The static_mode=True flag tells the app to use stored_proof values from the TOML instead of making live HTTP requests to external URLs, which would require network access and a private key during CI builds.

pluggy for plugin discovery

pluggy is a plugin framework originally built for pytest. It lets third-party packages register themselves as providers of certain functionality by declaring an entry point in their pyproject.toml. pypi-profile uses it so that installing a profile package (e.g. pip install matthewdeanmartin) automatically makes that profile discoverable without any manual configuration.

The discovery chain is:

  1. importlib.metadata.entry_points(group="pypi_profile.plugins") — finds all installed packages that registered themselves.
  2. For each, resources.files(module_name).joinpath("pypi_profile.toml") — locates the bundled TOML file inside the installed package.
  3. load_profile(toml_path) — reads and validates it.

tomllib / tomli for TOML parsing

Python 3.11 added tomllib to the standard library. On older versions the code falls back to the tomli third-party package, which is API-compatible.
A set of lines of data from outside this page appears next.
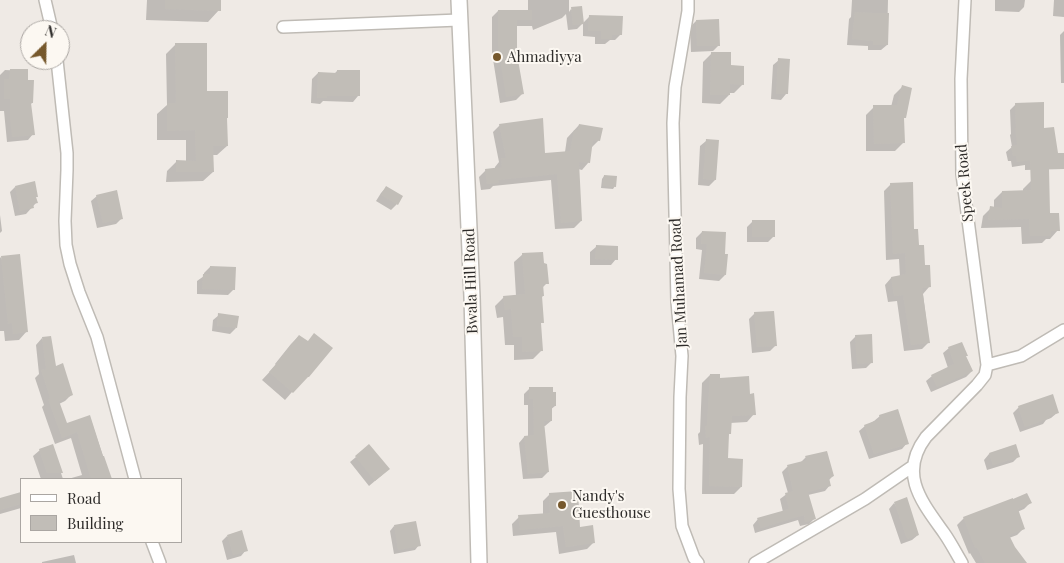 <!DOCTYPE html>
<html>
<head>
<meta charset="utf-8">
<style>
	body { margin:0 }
	#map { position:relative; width:1064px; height:563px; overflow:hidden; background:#efeae5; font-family:"Playfair Display",serif }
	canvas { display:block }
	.legend { position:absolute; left:20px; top:478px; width:162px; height:65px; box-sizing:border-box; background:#fcf8f2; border:1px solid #aaa6a2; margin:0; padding:6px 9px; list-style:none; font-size:15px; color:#2e2c2a }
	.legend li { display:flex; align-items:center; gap:10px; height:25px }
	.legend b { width:25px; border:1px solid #aaa6a2 }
	.north { position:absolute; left:20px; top:20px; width:50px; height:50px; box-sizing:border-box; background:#fcf8f2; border:1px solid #aaa6a2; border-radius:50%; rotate:23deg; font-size:14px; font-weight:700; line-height:20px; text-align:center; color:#2e2c2a }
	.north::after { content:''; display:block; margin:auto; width:18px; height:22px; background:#76582c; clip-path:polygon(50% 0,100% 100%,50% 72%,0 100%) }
</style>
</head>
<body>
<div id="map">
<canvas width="1064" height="563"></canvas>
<ul class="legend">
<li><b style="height:6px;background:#fff"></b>Road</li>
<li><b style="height:14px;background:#c1bdb7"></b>Building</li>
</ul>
<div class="north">N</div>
</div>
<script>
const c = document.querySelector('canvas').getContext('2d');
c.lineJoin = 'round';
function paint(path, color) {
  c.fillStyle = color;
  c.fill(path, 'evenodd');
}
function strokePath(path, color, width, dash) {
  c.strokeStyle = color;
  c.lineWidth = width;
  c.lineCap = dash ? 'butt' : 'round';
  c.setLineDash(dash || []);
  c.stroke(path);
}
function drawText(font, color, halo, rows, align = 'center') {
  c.font = font + ' "Playfair Display",serif';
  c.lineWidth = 4;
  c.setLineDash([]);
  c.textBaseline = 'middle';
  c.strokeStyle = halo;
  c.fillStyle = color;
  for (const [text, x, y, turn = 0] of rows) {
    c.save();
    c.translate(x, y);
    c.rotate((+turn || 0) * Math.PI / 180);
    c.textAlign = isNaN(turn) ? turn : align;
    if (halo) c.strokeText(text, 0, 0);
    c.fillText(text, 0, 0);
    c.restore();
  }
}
paint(new Path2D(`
	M147 0H220L219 10 208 22 146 20Z
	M528 0H569V12L571 9 583 23 589 17 621 34 615 40H610L605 44H595V37L583 36V23L577 29 568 30 566 14 562 18 533 30 532 26H516V54L522 94 516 100 500 103 492 53V17L498 11H528Z
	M852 0H894H888L887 45 881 50H868V46L847 45 849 19 851 17Z
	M995 0H1025L1024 7 1019 12 995 11Z
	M1054 0H1064V17L1053 16Z
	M696 21 719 45 713 51 691 52 690 27Z
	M1064 31V83H1061L1060 35Z
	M176 44 206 92 226 118 227 146 217 155H212L213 172 203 181 166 182 167 171 177 161 186 162V140H157V114L167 105 166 54Z
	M712 53 729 66 743 84 734 93H729V95L720 104 702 103 703 62Z
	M779 60 786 94 781 100 771 99 773 65Z
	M5 70 27 71 26 81 32 103 30 105 33 134 28 140 7 142 4 111H0V75Z
	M337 71 358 96 353 102 323 101 320 104 311 103 312 79 318 73 334 74Z
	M902 87 904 118 903 119V143L895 151H866V115L874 107H891L894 95Z
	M1016 104 1043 130 1057 155H1064V169L1025 170V165L1012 167 1011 161H1008L1006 152 1012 147 1010 135 1011 134 1010 110Z
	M500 125 544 154 565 152 567 138 579 125 599 140 592 147H591L588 163 582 170 578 169 581 221 574 228 555 229 551 180 493 186 490 189 481 190 479 177 486 170 495 169V167L499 162 493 132Z
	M706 141 715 180 709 186 698 185 700 146Z
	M604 176 615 186 613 189 601 188 602 179Z
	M1031 181 1049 215 1058 230 1050 239H1046L1042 243 1022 244 1021 227 981 228 983 216 991 208H994V200L1002 192 1023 191V189Z
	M891 184 913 231 929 287 923 294 929 342 922 349 904 351 897 301 888 302 885 285 891 278 900 277 899 259 886 260 884 191Z
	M15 187 35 198 36 203 26 214 15 216 10 192Z
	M386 187 397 204 391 210 376 201 381 193Z
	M97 196 122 218 116 224 97 228 91 201Z
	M0 215 2 231 0 233Z
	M753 221 774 236 768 242H747V227Z
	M702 232 725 275 719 281 699 279 702 250 696 249V238Z
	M596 247 616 259 611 265H590V252Z
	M523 254 543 264 547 283 542 288 543 296 541 298 542 322 540 324 542 350 533 359 514 360V345H505L503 317 497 318 495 306 504 297 516 296 514 262Z
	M1 257 27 331 19 340 5 341 4 331H0V258Z
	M210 267 234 289 228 295 197 294V281L204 276V273Z
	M755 313 776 345 770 351 752 353 749 319Z
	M219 315 236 328 230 334 212 331 213 320Z
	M299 336 292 392 285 400 262 380 276 365 275 364 291 344Z
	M856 336 872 362 866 368 852 369 850 342Z
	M42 338 55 367 71 395 65 401 59 404 67 425 90 417 110 477 108 479H68L82 475 71 438 55 444 42 407 44 405 35 378 39 374 36 345Z
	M949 348 965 356 972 371 966 377 931 392 926 381 932 376 948 368 943 353Z
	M710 375 749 395 754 414 747 422 730 423V433L727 436 726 459 741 487 734 494H702L703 444 699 445 698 434 700 432 702 383Z
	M530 388 555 406 550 410 551 421 545 426H543L548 472 542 478 523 479 519 443 524 437H528V405H524V394Z
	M1019 407 1057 413 1051 418 1046 420 1043 424 1020 432 1013 413Z
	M880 416 907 443 902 449 869 459 859 431 865 426 874 421Z
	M52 446 63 479H41L33 456 40 450Z
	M989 454 1018 457 1013 462 987 470 984 460Z
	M356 457 382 475 369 486 350 462Z
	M806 457 833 476 829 480 830 485 825 491 808 495 815 518 809 524 800 526 798 520 755 533 753 525 758 519 783 512 780 499 788 493 782 472 787 467 800 463Z
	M21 493V508L0 514V499Z
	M550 494 579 528 594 542 587 549 559 554 556 532 513 536 512 524 519 517 543 514V501Z
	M894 503 918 535 912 540 901 544 889 509Z
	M1030 503 1024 509 1017 512 1024 528 1017 535 1009 538 1014 548 1026 563H976L970 553 969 554 957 525 964 518Z
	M394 526 419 545 415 550 394 554 390 531Z
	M227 536 246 550 241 556 227 560 222 541Z
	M74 555 76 563H42V562Z`), '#0003');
paint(new Path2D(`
	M165 0H221V11L165 9Z
	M582 6 584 24 573 25 571 7Z
	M498 10H532V20H517V54L524 94 506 97 498 46Z
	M855 12 874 13H889L888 45H873V41L852 39Z
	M589 15 623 16 622 35H612V39H601V31H588Z
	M719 19 720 46H697L696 20Z
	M175 43H207V91H228V118H227L228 146H213L214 172H176V160L196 161 195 130 167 131V103H176Z
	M711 52H731V65L744 66V85L730 84V95H710Z
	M778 58 790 59 788 94H776Z
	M10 69H28V80H34L33 103H31L35 135 12 137 10 120V99H4V79H9Z
	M337 70H360V96H327V98H317L318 72 337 73Z
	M902 85 912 88 906 118H904L905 143 874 144 873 105H897Z
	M1044 102V128L1054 127 1058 153H1064V169H1049L1050 213H1059L1060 231H1051V236H1030L1029 219 988 220 990 206 1002 208V191L1031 190 1030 160 1017 162 1016 156H1013L1011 146 1017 145 1015 128H1016L1015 103Z
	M543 118 545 153 570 151 574 130H578L579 124 603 128 600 141 593 140 590 163 579 162 582 221 561 223 557 174 498 180 499 183 487 184 485 169 502 167 501 158H506L499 124Z
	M706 139 719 140 716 180 703 179Z
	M604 175 617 176 616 187 603 186Z
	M35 181 38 197H36L38 203 33 204 34 208 20 211 15 186Z
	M913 182 914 229H918L919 245H924L925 265H930L931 287 922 288 930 343 911 345 903 295 894 296 891 277 906 274 905 253 893 254 890 183Z
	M386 186 403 196 398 205 381 195Z
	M117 190 123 219 103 223 96 195Z
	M752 220H775V237H752Z
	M702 231 726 232 725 254H728L726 275 704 273 707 244H701Z
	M596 245 618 246V260L595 259Z
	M543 252 544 263 547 264 549 284H543L544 296H542L544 323H541L543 351 522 352V337H513L511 309 505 310 503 296 525 294 522 253Z
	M20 254 28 332 13 334 12 323 8 324 1 256Z
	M210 266 236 267 235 290 202 289 203 274H210Z
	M774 311 777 346 757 347 754 312Z
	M218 313 239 316 237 328 217 326Z
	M314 333 333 348 309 377H308L293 393 269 372 283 356H282L299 335 308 341Z
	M872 334 873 363 857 364 855 335Z
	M51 336 56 366 63 363 73 395 59 401 67 423 90 415 103 456H104L112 479H91L77 432 62 438 48 399 50 398 41 370 46 369 42 337Z
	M962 342 968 356H966L973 371 937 387 931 375 954 364 948 347Z
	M710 374H720V378L749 376 750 394 754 393 756 415 732 416 731 434H729L728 458 743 459 742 487 709 486 710 437 706 438 705 426 707 425Z
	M529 387H553V392H556V406H552V421H544L549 472 528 474 524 436 534 435 533 399H529Z
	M1053 394 1059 413 1049 416 1050 418 1025 427 1018 406Z
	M898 409 909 444 874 454 864 425 880 419 879 415Z
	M53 444 63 473H47L39 449Z
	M369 444 390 469 375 481 355 456Z
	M1016 444 1020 457 993 465 989 453Z
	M827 451 834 476 829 478 831 486 808 492 816 519 805 522 804 515 761 528 757 518 789 509 785 493 793 491 787 465 807 460 805 456Z
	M578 491 580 527 593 525 595 543 566 547 563 526 520 530 518 515 550 513 549 493Z
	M21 492V504L0 510V498Z
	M1027 493 1032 503 1018 509 1025 529 1009 535 1015 547 1027 563H985L977 548H975L963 517 1013 498V499Z
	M907 497 919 535 907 539 894 502Z
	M416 521 421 546 398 550 394 525Z
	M242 530 248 551 233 555 227 535Z`), '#c1bdb7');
const minor = new Path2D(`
	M45 0 52 30
	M688 0V11L675 87 673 123 677 302 682 356 680 397 679 489 682 526 694 558 698 563
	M283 27 459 20
	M57 60 67 153V170L65 221 66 245 70 264 79 292 97 337 135 479
	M987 365 1021 356 1064 330
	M152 542 160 563
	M755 563 865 499 913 466
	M962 563C956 553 951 543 944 533 922 502 898 474 926 437L977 385 985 375 987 365 962 174 961 79 965 0`);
const tertiary = new Path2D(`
	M459 0 472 297 479 563`);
strokePath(minor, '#bfbbb5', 14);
strokePath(tertiary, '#bfbbb5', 18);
strokePath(minor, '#fff', 11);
strokePath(tertiary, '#fff', 15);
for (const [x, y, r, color] of [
	[497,57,5,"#76582c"],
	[562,505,5,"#76582c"]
]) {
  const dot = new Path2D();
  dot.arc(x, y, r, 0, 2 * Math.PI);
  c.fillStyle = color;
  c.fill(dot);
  strokePath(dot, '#fcf8f2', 2);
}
drawText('15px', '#2e2c2a', '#fcf8f2', [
	["Ahmadiyya",507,57],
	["Nandy's",572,496],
	["Guesthouse",572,513]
], 'left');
drawText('15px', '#2e2c2a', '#fcf8f2', [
	["Speek Road",965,183,-95],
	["Bwala Hill Road",471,281,-92],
	["Jan Muhamad Road",679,283,-93]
]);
</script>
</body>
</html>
The import at the top of loader.py handles this:

if sys.version_info >= (3, 11):
    import tomllib
else:
    try:
        import tomllib
    except ImportError:
        import tomli as tomllib

This pattern is common in projects that need to support Python 3.10 without dropping TOML support.

Dual Jinja2 template loader

The server sets up a FileSystemLoader with two directories in priority order:

  1. pypi_profile/templates/ — app-specific templates (can override anything)
  2. pypi_ds/templates/ — design system base templates

When a template is referenced, Jinja2 searches directory 1 first. This allows a future custom profile package to ship its own templates in directory 1 and have them take precedence over the defaults.